The Chronicle of Higher Education has a nice discussion of UC Irvine philosopher Aaron James' recent Asholes: A Theory.
James argues that what is characteristic of assholes is that they systematically "act out of a deep-rooted sense of entitlement, a habitual and persistent belief that they deserve special treatment." He develops a typology of different kinds of assholes, and also theorizes about the rise of "asshole capitalism," which is where:
market thinking. . .[sets] "in motion a spiral of market-induced erosion of other-regarding and ethical values, which in turn prompts greater reliance on markets, which in turn further erodes values, and so on."
A society caught in that spiral, James argues, is a society in distress. The institutions that sustain capitalism—public education, religion, family, law—begin to fray, resulting in a profusion of assholes. . . "Society becomes awash with people who are defensively unwilling to accept the burdens of cooperative life, out of a righteous sense that they deserve ever more."
One can, without romanticizing the past, find this to be a plausible description of our current trajectory.
I haven't read James' book yet, but I'd like to see a discussion of asshole academia. Certainly everyone reading this knows people whose sense of self regard is so buffoonishly high that they are to a large extent simply not capable of envisioning and acting out of a concept of either the communal good or the good of individual members in the community. What factors in academia might select for such people. What forces might increase such personality traights among those of us in academia?
I can think of a couple:
- The job market. The way you have to sell yourself is both easier if you already are an asshole, and tends to bring out one's inner asshole. Take a typical job question, "how do you envision seeing your research develop of the next five or so years?" Now nobody who is actually a very good philosopher could possibly answer this honestly, because creative people end up working on surprising things. But someone with a buffoonishly high sense of self-regard will have a much less hard time selling themselves while answering such questions.

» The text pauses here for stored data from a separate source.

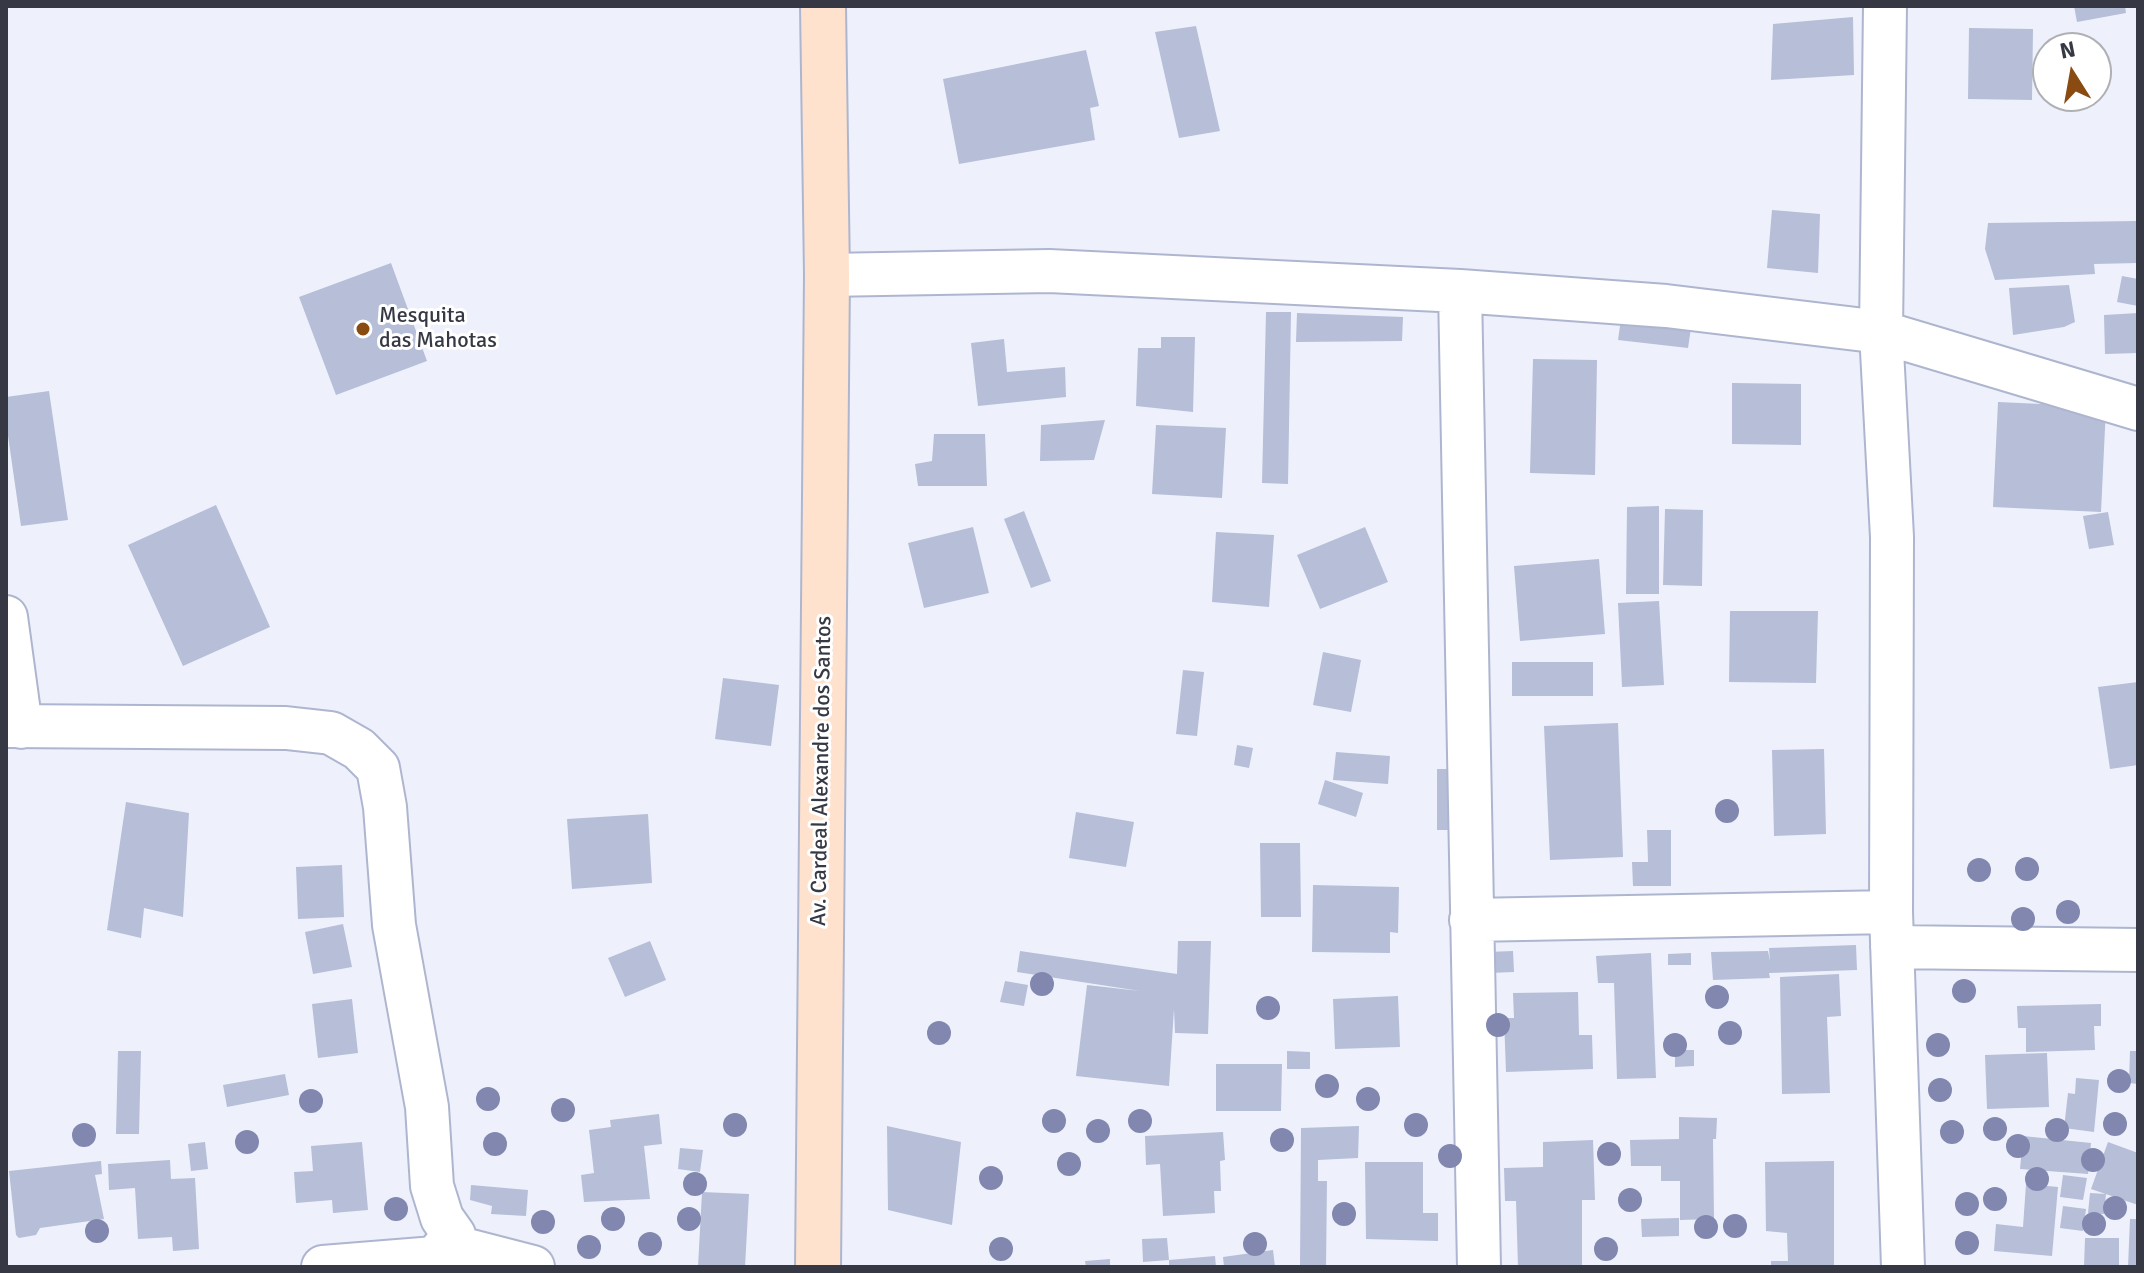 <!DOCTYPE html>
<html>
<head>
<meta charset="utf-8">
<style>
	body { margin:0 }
	#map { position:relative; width:2144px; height:1273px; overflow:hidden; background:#eef1fc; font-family:Signika,sans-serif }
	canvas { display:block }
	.frame { position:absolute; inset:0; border:8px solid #363944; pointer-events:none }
	.north { position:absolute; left:2032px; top:32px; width:80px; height:80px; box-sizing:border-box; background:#fff; border:2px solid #afb0b4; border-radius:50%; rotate:349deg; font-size:22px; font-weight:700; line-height:32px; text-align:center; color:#363944 }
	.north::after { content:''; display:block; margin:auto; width:28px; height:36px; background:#8a4b12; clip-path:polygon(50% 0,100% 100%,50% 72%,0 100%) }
</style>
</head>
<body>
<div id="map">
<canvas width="2144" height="1273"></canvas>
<div class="frame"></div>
<div class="north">N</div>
</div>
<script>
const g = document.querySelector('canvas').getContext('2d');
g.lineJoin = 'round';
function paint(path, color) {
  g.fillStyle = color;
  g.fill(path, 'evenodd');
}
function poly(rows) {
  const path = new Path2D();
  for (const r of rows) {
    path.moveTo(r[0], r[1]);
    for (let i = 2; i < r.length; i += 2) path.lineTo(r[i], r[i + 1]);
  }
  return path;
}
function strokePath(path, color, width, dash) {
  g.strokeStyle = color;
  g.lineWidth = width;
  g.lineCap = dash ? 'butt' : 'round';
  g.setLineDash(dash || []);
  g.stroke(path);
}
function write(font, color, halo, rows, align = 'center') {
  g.font = font + ' Signika,sans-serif';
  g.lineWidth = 6;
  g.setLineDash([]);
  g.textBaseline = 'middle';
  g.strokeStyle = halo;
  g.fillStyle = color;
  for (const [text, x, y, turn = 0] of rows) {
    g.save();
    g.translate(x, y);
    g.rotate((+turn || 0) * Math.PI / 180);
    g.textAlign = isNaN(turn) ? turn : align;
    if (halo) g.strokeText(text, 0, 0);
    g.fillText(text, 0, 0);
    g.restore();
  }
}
paint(poly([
	[2074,6,2125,6,2126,13,2077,22],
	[1853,17,1854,75,1771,80,1773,24],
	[1196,26,1220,131,1179,138,1155,32],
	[1969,28,2033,29,2032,100,1968,99],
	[1086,50,1099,106,1090,108,1095,140,959,164,943,79],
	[1772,210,1820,214,1818,273,1767,268],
	[2138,221,2138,263,2094,264,2095,274,1995,280,1985,249,1988,223],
	[391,263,427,361,336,395,299,297],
	[2122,276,2138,279,2138,306,2117,302],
	[2069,285,2075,322,2064,327,2013,335,2009,288],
	[1266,312,1291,312,1288,484,1262,483],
	[1297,313,1403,317,1402,341,1296,342],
	[2138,313,2138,353,2105,354,2104,315],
	[1621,319,1691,328,1688,348,1618,340],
	[1161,337,1195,337,1193,412,1136,406,1138,348,1161,348],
	[1004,339,1007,372,1065,367,1066,397,978,406,971,343],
	[1533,359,1597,360,1595,475,1530,473],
	[1732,383,1801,384,1801,445,1732,444],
	[49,391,68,520,21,526,6,422,6,397],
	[1998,402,2106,407,2101,512,1993,507],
	[1105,420,1094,460,1040,461,1041,425],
	[1156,425,1226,428,1222,498,1152,494],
	[934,434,985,434,987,486,918,486,915,464,932,461],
	[216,505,270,627,183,666,128,545],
	[1659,506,1659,594,1626,594,1627,507],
	[1665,509,1703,510,1702,586,1663,585],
	[1024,511,1051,581,1031,588,1004,519],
	[2108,512,2114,545,2089,549,2083,516],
	[973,527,989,593,924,608,908,543],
	[1365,527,1388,582,1320,609,1297,555],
	[1216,532,1274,535,1269,607,1212,602],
	[1599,559,1605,634,1520,641,1514,566],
	[1659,601,1664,685,1622,687,1618,603],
	[1730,611,1818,611,1816,683,1729,682],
	[1323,652,1361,660,1351,712,1313,705],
	[1512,662,1593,662,1593,696,1512,696],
	[1183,670,1204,672,1197,736,1176,734],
	[723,678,779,685,771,746,715,739],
	[2138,682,2138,765,2110,769,2098,687],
	[1618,723,1623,857,1550,860,1544,726],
	[1237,745,1253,748,1249,768,1234,765],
	[1824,749,1826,834,1774,836,1772,750],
	[1336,752,1390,756,1388,784,1333,780],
	[1437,769,1460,769,1461,830,1437,830],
	[1325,780,1363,793,1356,817,1318,804],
	[126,802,189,813,183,917,144,908,141,938,107,930],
	[1076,812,1134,822,1126,867,1069,858],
	[648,814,652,883,572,889,567,819],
	[1647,830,1671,830,1671,886,1633,886,1632,862,1648,862],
	[1260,843,1300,843,1301,917,1261,917],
	[342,865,344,917,298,919,296,867],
	[1313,885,1399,887,1398,933,1390,932,1390,953,1312,952],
	[343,924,352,967,313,974,305,932],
	[650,941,666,980,625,997,608,958],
	[1178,941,1211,941,1208,1034,1175,1033,1174,1009,1169,1086,1076,1076,1087,985,1140,991,1017,972,1020,951,1177,974],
	[1856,945,1857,970,1769,973,1770,978,1713,980,1711,952,1768,951,1770,961,1769,948],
	[1513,951,1514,972,1489,973,1488,952],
	[1651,953,1656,1078,1617,1079,1614,983,1598,983,1596,956],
	[1691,953,1691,965,1668,965,1668,954],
	[1839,974,1841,1016,1827,1017,1830,1093,1782,1094,1780,977],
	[1005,981,1028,985,1024,1006,1000,1002],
	[1578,992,1579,1035,1592,1035,1593,1069,1506,1072,1504,1018,1514,1018,1513,993],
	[1398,996,1400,1047,1335,1049,1333,999],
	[352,999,358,1053,318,1058,312,1004],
	[2101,1004,2101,1026,2094,1026,2095,1050,2026,1052,2026,1028,2018,1028,2017,1006],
	[1675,1050,1694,1050,1694,1066,1675,1067],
	[118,1051,141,1051,139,1134,116,1134],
	[1287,1051,1310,1052,1310,1069,1287,1069],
	[2130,1051,2138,1051,2138,1084,2129,1083],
	[2047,1053,2049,1107,1987,1109,1985,1055],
	[1216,1064,1282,1064,1281,1111,1216,1111],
	[285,1074,289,1095,227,1107,223,1085],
	[2076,1078,2099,1080,2094,1132,2064,1128,2068,1093,2075,1094],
	[659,1114,662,1144,644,1146,650,1199,584,1202,581,1175,594,1173,589,1130,611,1127,610,1120],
	[1679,1117,1717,1118,1716,1139,1713,1139,1714,1219,1680,1220,1680,1181,1661,1181,1661,1166,1631,1166,1630,1140,1679,1139],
	[887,1126,961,1142,952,1225,888,1210],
	[1359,1126,1358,1158,1318,1160,1318,1181,1327,1181,1326,1267,1300,1267,1301,1128],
	[1223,1132,1225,1160,1220,1161,1221,1191,1214,1191,1215,1213,1163,1216,1160,1164,1146,1165,1145,1136],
	[2023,1136,2091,1143,2088,1174,2020,1169],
	[1593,1140,1595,1200,1582,1200,1582,1267,1518,1267,1516,1201,1505,1201,1504,1168,1543,1167,1543,1142],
	[205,1142,208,1169,191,1171,188,1144],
	[362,1142,368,1210,333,1213,332,1200,296,1203,294,1172,313,1171,311,1146],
	[2108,1142,2138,1153,2138,1205,2091,1189],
	[680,1148,703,1150,700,1172,678,1169],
	[170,1160,171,1179,195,1178,199,1249,173,1251,172,1237,138,1239,135,1188,109,1190,108,1164],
	[101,1161,102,1174,95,1175,104,1219,40,1228,36,1235,19,1238,16,1235,9,1171],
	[1834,1161,1834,1267,1771,1267,1771,1261,1788,1261,1787,1233,1766,1231,1765,1162],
	[1365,1162,1423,1162,1423,1213,1438,1213,1438,1241,1366,1239],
	[2063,1175,2087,1178,2083,1200,2060,1197],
	[2026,1184,2058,1187,2052,1256,1994,1251,1996,1224,2023,1227],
	[471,1185,528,1190,526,1216,491,1214,492,1206,470,1200],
	[702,1192,749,1194,745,1267,698,1267],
	[2090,1193,2106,1194,2104,1214,2088,1213],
	[2063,1206,2086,1209,2083,1231,2060,1228],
	[1679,1218,1679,1236,1642,1237,1641,1219],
	[2130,1219,2138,1219,2138,1267,2128,1267],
	[1167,1238,1169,1260,1143,1262,1142,1239],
	[2085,1238,2119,1238,2119,1267,2084,1267],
	[1273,1250,1275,1267,1224,1267,1223,1257],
	[1215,1256,1216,1267,1169,1267,1169,1260],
	[1110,1259,1110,1267,1086,1267,1085,1261]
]), '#b6bed8');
const street = poly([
	[1885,6,1881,332,1892,537,1891,912,1903,1267],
	[827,275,1049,271,1460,291,1666,306,1881,332,2138,409],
	[1460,291,1479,1267],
	[6,617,21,727],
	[6,726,286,728,331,733,359,749,378,768,385,807,394,925,427,1107,432,1186,442,1218,454,1235,435,1258,471,1251,533,1267],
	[1471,920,1891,912],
	[1892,947,2138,950],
	[323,1267,435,1258]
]);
const secondary = poly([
	[818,1267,827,275,823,6]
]);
strokePath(street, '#aeb6cf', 46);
strokePath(secondary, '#aeb6cf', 48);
strokePath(street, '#fff', 42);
strokePath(secondary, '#fee2cd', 44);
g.fillStyle = '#8187ae';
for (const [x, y] of [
	[1727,811],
	[2027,869],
	[1979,870],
	[2068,912],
	[2023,919],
	[1042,984],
	[1964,991],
	[1717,997],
	[1268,1008],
	[1498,1025],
	[939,1033],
	[1730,1033],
	[1675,1045],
	[1938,1045],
	[2119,1081],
	[1327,1086],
	[1940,1090],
	[488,1099],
	[1368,1099],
	[311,1101],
	[563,1110],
	[1054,1121],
	[1140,1121],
	[2115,1124],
	[735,1125],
	[1416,1125],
	[1995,1129],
	[2057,1130],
	[1098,1131],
	[1952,1132],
	[84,1135],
	[1282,1140],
	[247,1142],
	[495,1144],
	[2018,1146],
	[1609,1154],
	[1450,1156],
	[2093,1160],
	[1069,1164],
	[991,1178],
	[2037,1179],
	[695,1184],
	[1995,1199],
	[1630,1200],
	[1967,1204],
	[2115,1208],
	[396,1209],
	[1344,1214],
	[613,1219],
	[689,1219],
	[543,1222],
	[2094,1224],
	[1735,1226],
	[1706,1227],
	[97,1231],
	[1967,1243],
	[650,1244],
	[1255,1244],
	[589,1247],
	[1001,1249],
	[1606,1249]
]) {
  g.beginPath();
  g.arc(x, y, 12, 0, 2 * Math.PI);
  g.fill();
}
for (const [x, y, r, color] of [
	[363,329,8,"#8a4b12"]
]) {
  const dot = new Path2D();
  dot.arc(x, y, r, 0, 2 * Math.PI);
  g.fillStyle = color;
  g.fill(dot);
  strokePath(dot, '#fff', 3);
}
write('22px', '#363944', '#fff', [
	["Mesquita",379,316],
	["das Mahotas",379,341]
], 'left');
write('22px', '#363944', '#fff', [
	["Av. Cardeal Alexandre dos Santos",822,771,-89]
]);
</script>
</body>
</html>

- The academic star system. I suspect any social organization with a star system and/or romantic cult of genius attracts and creates assholes.
- The way people are in the end evaluated almost entirely on research (and I don't just mean at one's own institution, nobody is famous for doing the kind of humble work that is necessary to keep a department running). If you live in an ecosystem where there is not much respect for doing things like advising undergraduates, this is going to push people to be less concerned for the common good.
- Neo-liberalism generally sinking into academia. Consider the erosion of power of faculty senates and all of the other myriad way (esp. "assessment") academics are increasingly treated like atomized employees instead of members of a guild.
- Lack of a shared ethic of institutional loyalty. While this is surely the result of the star system and neo-liberalism, I think it has causal heft in it's own right, bringing people to focus more on what is good for them and not on what is good for their community.
- The ubiquity of critique helping to give rise to what Graham Harman calls "the sneer from nowhere." For a nice related meditation, see a recent post by Levi Bryant HERE.